● Required work
Give the count of lines in the records that contain the string "Aird", and write nothing but that number.

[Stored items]
.....

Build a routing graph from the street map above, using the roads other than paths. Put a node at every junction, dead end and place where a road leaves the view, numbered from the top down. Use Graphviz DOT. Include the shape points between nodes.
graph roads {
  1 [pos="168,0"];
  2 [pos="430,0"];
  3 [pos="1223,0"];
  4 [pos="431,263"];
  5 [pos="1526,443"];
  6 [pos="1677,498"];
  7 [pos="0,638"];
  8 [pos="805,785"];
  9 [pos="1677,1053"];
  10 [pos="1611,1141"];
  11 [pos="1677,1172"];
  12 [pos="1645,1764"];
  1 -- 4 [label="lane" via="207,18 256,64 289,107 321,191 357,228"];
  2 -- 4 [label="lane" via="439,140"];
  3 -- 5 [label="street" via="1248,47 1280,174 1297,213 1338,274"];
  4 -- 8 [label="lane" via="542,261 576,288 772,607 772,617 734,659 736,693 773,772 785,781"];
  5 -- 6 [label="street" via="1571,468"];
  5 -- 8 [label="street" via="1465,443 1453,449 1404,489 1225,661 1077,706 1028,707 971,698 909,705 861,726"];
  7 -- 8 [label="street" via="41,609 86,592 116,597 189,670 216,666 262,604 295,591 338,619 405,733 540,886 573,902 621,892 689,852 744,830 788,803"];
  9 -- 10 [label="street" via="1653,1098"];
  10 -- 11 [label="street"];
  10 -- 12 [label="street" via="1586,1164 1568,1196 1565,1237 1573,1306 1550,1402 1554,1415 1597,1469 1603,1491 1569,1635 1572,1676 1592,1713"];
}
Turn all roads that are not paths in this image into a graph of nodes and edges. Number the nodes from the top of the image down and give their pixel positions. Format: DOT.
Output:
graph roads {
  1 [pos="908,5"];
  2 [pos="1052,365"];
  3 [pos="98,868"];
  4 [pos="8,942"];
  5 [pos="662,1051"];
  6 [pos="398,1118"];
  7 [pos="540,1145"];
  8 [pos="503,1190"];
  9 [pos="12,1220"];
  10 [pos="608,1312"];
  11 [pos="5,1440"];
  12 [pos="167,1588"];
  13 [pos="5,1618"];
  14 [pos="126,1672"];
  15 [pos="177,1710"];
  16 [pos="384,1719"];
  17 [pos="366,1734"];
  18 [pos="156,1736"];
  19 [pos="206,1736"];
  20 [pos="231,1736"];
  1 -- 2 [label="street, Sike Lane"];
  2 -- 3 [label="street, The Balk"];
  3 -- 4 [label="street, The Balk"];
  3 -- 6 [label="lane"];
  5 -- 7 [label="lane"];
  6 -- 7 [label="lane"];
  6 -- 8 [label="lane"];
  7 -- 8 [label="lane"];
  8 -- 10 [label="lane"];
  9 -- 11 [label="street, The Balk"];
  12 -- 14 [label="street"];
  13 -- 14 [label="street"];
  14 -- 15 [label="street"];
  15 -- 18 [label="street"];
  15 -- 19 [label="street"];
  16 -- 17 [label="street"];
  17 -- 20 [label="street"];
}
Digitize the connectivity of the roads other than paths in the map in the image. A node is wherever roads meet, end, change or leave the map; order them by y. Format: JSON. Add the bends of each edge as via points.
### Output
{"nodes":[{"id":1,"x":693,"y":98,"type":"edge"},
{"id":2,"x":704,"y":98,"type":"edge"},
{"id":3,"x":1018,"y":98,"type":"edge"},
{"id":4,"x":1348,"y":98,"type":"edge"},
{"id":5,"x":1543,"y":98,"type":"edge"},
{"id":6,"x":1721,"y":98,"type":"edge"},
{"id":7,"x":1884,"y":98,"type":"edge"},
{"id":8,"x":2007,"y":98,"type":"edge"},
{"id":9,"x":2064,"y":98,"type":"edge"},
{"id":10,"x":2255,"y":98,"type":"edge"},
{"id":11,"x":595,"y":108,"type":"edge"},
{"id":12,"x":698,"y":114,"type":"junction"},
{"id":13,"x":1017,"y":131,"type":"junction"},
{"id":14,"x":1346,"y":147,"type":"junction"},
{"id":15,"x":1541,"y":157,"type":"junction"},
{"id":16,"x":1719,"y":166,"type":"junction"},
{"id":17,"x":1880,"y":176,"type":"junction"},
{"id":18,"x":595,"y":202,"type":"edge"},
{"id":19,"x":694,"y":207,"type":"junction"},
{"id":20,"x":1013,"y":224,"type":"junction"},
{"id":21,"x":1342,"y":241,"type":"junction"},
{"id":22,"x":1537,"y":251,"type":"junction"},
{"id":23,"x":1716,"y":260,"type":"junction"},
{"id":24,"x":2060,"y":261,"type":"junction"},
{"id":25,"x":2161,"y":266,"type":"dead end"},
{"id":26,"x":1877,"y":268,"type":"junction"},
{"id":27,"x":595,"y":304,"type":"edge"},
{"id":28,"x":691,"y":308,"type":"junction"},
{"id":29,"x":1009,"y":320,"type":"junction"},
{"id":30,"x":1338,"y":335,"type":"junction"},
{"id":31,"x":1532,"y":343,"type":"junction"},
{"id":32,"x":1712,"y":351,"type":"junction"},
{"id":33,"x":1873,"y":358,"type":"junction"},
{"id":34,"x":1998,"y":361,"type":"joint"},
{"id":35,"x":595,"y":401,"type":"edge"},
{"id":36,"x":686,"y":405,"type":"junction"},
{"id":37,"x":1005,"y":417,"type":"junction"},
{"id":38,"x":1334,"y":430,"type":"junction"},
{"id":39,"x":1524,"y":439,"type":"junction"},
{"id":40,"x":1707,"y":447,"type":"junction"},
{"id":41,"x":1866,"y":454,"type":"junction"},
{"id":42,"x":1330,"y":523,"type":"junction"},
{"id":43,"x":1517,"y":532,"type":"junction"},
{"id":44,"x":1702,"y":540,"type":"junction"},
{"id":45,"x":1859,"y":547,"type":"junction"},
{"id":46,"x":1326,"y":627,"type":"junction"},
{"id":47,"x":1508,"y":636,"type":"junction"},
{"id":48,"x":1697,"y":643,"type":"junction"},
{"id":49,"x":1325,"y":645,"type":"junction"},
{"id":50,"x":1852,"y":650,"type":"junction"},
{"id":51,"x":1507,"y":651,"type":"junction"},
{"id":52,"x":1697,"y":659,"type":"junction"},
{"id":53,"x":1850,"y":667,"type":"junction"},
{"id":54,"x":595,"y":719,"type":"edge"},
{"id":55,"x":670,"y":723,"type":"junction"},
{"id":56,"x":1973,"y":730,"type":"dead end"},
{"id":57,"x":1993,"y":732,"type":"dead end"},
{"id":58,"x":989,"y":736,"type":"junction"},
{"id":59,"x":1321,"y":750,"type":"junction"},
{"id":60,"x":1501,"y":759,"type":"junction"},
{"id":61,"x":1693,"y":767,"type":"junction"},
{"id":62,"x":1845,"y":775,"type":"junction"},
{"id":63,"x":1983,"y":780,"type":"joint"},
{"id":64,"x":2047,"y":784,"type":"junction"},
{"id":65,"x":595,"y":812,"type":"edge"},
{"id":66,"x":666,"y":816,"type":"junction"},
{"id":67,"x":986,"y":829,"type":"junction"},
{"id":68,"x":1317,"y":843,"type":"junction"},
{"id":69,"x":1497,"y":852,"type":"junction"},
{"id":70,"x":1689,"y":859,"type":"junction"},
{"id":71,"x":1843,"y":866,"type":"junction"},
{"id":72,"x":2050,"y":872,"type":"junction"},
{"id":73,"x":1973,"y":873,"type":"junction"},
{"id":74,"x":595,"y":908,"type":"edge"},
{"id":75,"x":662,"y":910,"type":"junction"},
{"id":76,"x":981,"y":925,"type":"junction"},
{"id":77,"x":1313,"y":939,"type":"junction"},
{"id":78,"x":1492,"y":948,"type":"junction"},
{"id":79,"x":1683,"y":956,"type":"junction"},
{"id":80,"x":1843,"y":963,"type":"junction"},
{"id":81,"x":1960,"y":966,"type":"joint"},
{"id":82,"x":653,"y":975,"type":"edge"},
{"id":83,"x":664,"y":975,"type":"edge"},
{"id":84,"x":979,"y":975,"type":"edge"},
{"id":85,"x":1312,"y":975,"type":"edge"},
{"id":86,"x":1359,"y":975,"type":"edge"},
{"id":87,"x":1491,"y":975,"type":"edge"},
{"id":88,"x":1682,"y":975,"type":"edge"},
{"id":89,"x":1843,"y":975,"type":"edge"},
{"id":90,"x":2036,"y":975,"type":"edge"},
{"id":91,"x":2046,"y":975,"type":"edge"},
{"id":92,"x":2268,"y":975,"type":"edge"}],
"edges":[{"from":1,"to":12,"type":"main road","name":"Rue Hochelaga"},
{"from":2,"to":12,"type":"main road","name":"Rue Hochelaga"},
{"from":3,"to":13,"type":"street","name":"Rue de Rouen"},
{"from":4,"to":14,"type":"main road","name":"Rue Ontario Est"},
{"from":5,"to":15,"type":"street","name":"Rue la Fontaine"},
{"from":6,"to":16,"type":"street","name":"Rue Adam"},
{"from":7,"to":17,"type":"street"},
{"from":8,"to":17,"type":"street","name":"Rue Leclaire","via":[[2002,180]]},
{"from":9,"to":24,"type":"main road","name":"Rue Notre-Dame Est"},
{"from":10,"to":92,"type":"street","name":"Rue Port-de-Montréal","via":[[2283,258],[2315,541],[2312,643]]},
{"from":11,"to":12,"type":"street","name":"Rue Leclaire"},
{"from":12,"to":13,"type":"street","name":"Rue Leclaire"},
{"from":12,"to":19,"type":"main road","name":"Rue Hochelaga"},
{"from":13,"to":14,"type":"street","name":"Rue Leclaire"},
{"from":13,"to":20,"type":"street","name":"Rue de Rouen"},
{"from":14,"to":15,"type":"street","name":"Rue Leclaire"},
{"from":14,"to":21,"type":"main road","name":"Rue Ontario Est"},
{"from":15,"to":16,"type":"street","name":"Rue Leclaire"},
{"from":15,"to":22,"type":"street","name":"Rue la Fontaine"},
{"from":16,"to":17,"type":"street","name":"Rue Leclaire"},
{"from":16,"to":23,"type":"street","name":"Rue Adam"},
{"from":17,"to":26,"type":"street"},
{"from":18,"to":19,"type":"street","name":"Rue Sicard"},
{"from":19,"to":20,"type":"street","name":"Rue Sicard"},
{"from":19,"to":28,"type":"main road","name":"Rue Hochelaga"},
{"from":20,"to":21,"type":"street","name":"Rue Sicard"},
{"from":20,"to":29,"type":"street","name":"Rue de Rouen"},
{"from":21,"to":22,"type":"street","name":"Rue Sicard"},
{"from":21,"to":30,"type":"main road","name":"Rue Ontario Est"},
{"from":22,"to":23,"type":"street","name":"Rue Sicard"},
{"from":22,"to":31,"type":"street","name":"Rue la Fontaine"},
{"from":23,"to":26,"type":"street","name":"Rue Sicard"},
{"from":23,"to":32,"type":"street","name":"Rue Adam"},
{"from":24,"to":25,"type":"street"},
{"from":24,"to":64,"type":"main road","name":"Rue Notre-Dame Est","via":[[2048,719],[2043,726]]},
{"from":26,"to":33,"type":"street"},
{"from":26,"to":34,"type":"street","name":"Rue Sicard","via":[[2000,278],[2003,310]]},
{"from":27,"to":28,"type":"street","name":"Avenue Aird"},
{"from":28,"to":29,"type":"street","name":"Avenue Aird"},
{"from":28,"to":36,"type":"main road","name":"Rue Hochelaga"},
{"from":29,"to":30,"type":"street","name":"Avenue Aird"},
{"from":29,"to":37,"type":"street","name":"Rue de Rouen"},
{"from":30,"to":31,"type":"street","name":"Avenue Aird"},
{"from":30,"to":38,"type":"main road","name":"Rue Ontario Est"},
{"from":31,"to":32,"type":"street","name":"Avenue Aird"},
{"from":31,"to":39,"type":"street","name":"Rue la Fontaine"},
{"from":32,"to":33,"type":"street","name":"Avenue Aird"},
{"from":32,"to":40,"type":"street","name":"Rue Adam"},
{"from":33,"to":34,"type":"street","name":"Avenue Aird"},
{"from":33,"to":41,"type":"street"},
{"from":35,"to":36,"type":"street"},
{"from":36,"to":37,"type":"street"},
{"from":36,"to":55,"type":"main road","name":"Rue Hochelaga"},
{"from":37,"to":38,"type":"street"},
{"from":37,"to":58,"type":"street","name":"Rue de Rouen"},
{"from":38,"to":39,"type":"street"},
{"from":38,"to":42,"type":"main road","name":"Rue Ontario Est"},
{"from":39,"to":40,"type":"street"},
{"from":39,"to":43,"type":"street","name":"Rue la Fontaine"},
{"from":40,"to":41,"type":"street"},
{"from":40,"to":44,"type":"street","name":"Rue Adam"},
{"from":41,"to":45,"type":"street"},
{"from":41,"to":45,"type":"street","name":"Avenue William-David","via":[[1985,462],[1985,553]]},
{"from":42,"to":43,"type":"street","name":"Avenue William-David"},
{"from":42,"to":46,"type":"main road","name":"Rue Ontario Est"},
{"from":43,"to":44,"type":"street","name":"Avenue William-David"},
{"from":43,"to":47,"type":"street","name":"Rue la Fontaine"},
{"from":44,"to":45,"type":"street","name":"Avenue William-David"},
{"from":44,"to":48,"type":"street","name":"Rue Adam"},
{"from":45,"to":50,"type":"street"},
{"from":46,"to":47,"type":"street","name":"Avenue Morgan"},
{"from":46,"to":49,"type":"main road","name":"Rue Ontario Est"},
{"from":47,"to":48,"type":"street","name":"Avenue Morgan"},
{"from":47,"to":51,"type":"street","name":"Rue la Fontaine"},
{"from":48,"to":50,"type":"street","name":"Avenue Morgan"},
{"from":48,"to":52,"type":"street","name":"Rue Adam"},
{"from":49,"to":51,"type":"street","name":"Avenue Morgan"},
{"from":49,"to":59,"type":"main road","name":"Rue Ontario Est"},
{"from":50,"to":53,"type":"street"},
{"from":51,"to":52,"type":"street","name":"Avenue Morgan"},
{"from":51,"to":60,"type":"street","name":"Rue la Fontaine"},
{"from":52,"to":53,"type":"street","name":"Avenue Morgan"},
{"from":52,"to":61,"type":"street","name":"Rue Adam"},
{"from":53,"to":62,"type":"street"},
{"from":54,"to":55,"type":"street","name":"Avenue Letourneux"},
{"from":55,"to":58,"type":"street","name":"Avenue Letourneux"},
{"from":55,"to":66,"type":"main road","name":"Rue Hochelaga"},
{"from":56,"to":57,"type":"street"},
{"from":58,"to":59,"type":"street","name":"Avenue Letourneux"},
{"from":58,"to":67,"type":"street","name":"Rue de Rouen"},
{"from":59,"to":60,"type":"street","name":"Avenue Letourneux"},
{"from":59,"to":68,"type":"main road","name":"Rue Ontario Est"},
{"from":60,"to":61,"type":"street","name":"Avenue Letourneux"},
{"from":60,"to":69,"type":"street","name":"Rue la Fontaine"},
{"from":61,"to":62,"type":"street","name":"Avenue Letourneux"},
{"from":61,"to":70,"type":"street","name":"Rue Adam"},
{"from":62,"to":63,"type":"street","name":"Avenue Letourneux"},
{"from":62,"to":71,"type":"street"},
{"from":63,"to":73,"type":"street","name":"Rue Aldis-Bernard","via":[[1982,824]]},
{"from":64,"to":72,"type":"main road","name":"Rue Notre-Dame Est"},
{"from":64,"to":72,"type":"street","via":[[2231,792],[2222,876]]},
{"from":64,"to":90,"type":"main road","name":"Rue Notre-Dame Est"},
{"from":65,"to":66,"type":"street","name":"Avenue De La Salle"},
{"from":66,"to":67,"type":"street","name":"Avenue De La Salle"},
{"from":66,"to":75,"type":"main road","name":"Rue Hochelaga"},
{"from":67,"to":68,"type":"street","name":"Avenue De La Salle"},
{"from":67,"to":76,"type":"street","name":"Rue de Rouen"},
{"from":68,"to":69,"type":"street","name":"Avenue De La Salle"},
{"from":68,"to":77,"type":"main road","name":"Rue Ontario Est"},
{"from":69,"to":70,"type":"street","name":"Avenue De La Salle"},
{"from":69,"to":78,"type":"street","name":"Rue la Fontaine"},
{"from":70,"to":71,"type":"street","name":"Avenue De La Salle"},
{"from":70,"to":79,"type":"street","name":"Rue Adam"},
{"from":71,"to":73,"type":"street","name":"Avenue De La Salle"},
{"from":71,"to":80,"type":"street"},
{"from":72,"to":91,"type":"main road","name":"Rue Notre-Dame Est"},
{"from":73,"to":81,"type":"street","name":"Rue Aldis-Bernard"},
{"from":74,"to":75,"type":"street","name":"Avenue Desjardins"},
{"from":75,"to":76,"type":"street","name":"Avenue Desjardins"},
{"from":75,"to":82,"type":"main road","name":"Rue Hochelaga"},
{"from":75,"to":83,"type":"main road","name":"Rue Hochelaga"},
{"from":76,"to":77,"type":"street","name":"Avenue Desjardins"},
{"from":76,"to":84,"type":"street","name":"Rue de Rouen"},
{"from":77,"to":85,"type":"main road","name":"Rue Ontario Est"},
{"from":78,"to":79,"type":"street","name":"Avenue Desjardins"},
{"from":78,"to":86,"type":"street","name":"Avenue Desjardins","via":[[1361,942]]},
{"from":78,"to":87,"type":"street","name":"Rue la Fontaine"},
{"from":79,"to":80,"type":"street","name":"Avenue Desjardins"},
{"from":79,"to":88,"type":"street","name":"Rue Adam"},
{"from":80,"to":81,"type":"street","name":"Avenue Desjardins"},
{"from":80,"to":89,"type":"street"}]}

.....

● Task solution
7